Collected data:
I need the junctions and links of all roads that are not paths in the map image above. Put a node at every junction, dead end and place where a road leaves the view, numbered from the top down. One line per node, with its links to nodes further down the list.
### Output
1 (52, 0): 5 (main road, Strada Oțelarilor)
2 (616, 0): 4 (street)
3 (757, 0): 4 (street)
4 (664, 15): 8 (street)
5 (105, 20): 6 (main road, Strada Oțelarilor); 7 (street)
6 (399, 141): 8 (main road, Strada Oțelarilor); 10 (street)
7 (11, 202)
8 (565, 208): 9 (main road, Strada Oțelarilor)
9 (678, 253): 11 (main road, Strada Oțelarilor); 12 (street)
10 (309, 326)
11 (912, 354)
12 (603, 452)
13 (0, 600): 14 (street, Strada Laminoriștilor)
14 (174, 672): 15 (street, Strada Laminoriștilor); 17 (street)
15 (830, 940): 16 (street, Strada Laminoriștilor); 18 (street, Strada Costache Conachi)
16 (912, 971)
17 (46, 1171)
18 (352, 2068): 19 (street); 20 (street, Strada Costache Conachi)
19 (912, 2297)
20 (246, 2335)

*What is required*. Once more, print all the records exactly.

*Task answer*.
I need the junctions and links of all roads that are not paths in the map image above. Put a node at every junction, dead end and place where a road leaves the view, numbered from the top down. One line per node, with its links to nodes further down the list.
### Output
1 (52, 0): 5 (main road, Strada Oțelarilor)
2 (616, 0): 4 (street)
3 (757, 0): 4 (street)
4 (664, 15): 8 (street)
5 (105, 20): 6 (main road, Strada Oțelarilor); 7 (street)
6 (399, 141): 8 (main road, Strada Oțelarilor); 10 (street)
7 (11, 202)
8 (565, 208): 9 (main road, Strada Oțelarilor)
9 (678, 253): 11 (main road, Strada Oțelarilor); 12 (street)
10 (309, 326)
11 (912, 354)
12 (603, 452)
13 (0, 600): 14 (street, Strada Laminoriștilor)
14 (174, 672): 15 (street, Strada Laminoriștilor); 17 (street)
15 (830, 940): 16 (street, Strada Laminoriștilor); 18 (street, Strada Costache Conachi)
16 (912, 971)
17 (46, 1171)
18 (352, 2068): 19 (street); 20 (street, Strada Costache Conachi)
19 (912, 2297)
20 (246, 2335)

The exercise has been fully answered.